O objetivo fundamental do Festival de Música de Santa Catarina, que se realiza todo ano em Jaraguá do Sul, “não é descobrir gênios, e sim disseminar o interesse pela música clássica”, afirma o gaúcho Alex Klein, maestro-oboísta, idealizador do Femusc. Já para o compositor, pianista e regente pernambucano Marlos Nobre, um dos mais renomados compositores brasileiros, o Femusc cria um importante “microcosmo social”. Nobre, que também é um dos professores do evento, acrescenta: “No curto espaço de duas semanas, não posso ensinar tudo a um aluno, mas devo despertá-lo naquilo que ele não sabe. Posso estabelecer coisas fundamentais, e isso só se consegue com ternura”.

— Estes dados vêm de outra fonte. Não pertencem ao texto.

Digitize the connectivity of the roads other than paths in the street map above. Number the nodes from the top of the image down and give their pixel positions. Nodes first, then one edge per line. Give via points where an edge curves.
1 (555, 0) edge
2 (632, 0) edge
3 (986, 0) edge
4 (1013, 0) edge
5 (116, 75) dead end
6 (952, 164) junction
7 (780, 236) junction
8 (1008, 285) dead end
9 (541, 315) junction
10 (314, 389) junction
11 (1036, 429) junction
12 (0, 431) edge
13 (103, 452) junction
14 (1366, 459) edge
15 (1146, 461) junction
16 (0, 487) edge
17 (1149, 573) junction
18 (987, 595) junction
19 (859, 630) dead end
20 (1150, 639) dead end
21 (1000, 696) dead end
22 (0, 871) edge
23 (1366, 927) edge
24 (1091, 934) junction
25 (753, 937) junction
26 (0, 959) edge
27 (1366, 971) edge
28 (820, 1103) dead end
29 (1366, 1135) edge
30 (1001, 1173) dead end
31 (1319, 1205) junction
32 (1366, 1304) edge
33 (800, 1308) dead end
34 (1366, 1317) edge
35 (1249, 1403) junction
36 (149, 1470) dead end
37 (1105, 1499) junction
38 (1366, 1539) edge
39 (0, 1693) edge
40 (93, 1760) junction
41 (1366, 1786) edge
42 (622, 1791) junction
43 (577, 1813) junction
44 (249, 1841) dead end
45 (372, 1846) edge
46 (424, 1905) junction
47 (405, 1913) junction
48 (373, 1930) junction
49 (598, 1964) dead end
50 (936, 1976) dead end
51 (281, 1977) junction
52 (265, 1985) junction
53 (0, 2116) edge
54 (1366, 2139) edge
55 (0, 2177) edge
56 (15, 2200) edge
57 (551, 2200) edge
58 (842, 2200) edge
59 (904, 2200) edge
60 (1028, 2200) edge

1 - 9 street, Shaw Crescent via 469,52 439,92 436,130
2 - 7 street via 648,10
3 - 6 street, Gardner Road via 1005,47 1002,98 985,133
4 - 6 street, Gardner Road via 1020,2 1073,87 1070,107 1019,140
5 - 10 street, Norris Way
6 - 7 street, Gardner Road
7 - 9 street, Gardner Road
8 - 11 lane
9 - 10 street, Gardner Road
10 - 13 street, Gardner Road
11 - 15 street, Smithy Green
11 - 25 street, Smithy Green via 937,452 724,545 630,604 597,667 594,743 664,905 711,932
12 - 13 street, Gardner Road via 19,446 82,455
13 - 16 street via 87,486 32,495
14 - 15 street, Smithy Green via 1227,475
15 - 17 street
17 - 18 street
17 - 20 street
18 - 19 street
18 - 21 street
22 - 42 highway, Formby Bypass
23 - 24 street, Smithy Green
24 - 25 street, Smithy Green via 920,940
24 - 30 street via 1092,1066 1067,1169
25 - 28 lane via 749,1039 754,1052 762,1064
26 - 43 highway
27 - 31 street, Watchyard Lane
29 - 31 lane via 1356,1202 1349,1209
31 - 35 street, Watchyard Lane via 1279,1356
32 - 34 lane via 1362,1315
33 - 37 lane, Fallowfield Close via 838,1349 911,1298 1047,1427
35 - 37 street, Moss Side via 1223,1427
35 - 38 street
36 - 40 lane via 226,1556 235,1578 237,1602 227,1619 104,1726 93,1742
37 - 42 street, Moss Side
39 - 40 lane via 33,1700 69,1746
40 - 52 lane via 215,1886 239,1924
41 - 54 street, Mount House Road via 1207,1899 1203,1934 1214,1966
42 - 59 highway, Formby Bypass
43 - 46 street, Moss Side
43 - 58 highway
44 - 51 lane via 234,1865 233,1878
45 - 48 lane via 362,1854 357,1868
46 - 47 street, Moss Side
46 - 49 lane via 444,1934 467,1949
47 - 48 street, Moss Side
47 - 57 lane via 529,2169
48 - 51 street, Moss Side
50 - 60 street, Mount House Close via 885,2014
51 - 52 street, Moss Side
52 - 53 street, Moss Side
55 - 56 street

As palavras traduzem a convivência feliz entre professores e alunos durante o festival, uma das razões que fazem desse evento um modelo aplaudido em todo o mundo. “Se posso definir a metodologia do ensino musical aqui, diria que aplicamos o conceito da informalidade séria”, reforça Klein. Enquanto fala, percorre com o olhar alunos e professores de sete, dez ou mais nacionalidades que se encontram no refeitório para compartilhar um substancioso bandejão.

O maestro relembra com carinho, no festival anterior, quando um jovem armênio convidou turcos e americanos para tamborilar seu darbuka, ou derbake, instrumento de percussão. “De repente o milagre aconteceu: armênios e turcos estavam cantando e tocando juntos.”

Nessa interação são bem-vindos apenas os professores capazes de ver além da nacionalidade das pessoas. Klein não simpatiza com maestros autoritários e imperialistas. No Femusc existem diferenças de cultura, tradições e políticas entre os países participantes, mas em um assunto não há divergências: a música, língua que todos falam.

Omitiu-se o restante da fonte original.